Coulomb repulsion it is. Specifically, if a black hole has a lot of charge, then particles with a high charge-to-mass ratio will be repelled. Anything that falls in will contribute "more mass than charge," heuristically, keeping the charge-to-mass ratio of the black hole from getting too big.

@Luboš Motl 2011-03-10 21:10:56

That's an OK answer, +1, but what if you just shoot the electrons (whose charge/mass ratio exceeds the extremality bound) into the black hole by violence? ;-) I mean by giving them too high a velocity? Will the black hole re-vomit them?

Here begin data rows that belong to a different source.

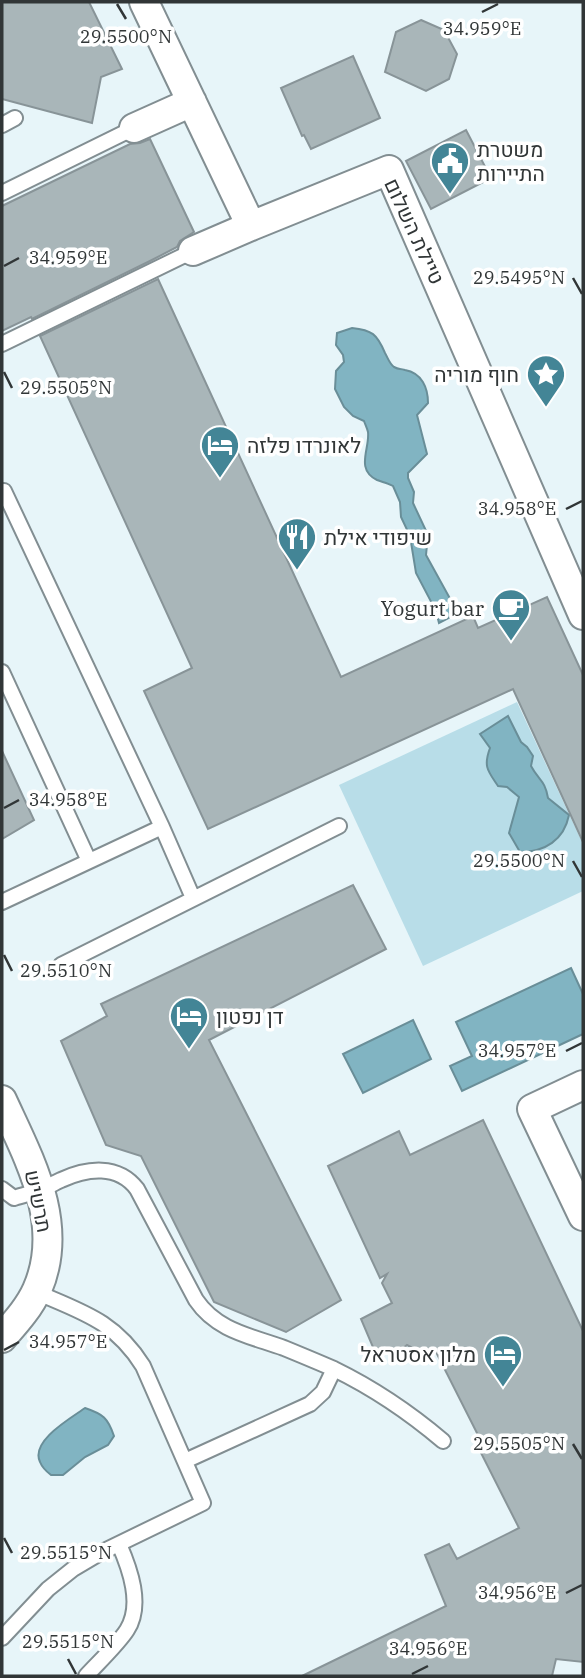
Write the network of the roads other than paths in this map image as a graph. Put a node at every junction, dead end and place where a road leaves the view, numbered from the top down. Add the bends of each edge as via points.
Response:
1 (145, 2) edge
2 (192, 103) junction
3 (134, 128) joint
4 (2, 193) edge
5 (251, 226) junction
6 (193, 251) joint
7 (2, 344) edge
8 (2, 492) edge
9 (583, 615) edge
10 (2, 672) edge
11 (339, 826) dead end
12 (162, 827) junction
13 (89, 861) junction
14 (193, 898) junction
15 (2, 902) edge
16 (61, 965) dead end
17 (583, 1085) edge
18 (2, 1100) edge
19 (2, 1189) edge
20 (40, 1190) junction
21 (583, 1216) edge
22 (36, 1292) junction
23 (2, 1338) edge
24 (334, 1369) junction
25 (443, 1441) dead end
26 (185, 1461) junction
27 (119, 1544) junction
28 (2, 1637) edge
29 (86, 1676) edge

1 - 2 street
2 - 3 street
2 - 5 street
3 - 4 lane
5 - 6 street
5 - 9 street, טיילת השלום via 389,170
6 - 7 lane
8 - 12 lane
10 - 13 lane
11 - 14 lane
12 - 13 lane
12 - 14 lane
13 - 15 lane
14 - 16 lane
17 - 21 street via 532,1109
18 - 20 street, תרשיש
19 - 20 lane via 14,1198
20 - 22 street, תרשיש via 47,1241
20 - 24 lane via 86,1172 124,1175 137,1189 195,1300 207,1314 240,1334
22 - 23 street, תרשיש
22 - 26 lane via 104,1323 134,1352
24 - 25 lane via 380,1395
24 - 26 lane via 323,1392 310,1404
26 - 27 lane via 203,1503
27 - 28 lane via 64,1576
27 - 29 lane via 133,1583 132,1615 127,1630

Or is the required velocity such that the total (relativistic) mass of the electrons will keep the charge/mass ratio below the allowed limit?

@Ted Bunn 2011-03-10 21:14:21

I've never tried to do the calculation, but surely it's got to be the latter. With the right initial conditions, it seems certain that you can get the particle to cross the horizon. If so, then there's no way "re-vomiting" can occur (classically, anyway -- let's leave Hawking radiation out of it). So it's got to be that the mass goes up enough to keep the q/m ratio in the allowed range.

@Georg 2011-03-10 21:46:44

That "electron gun" is a problem . One accelerates the electrons within the gun, but a similar voltage will buld up outside with opposit direction. Think of so called ion thruster, the ions are neutralized prior to exhaust to avoid such effects.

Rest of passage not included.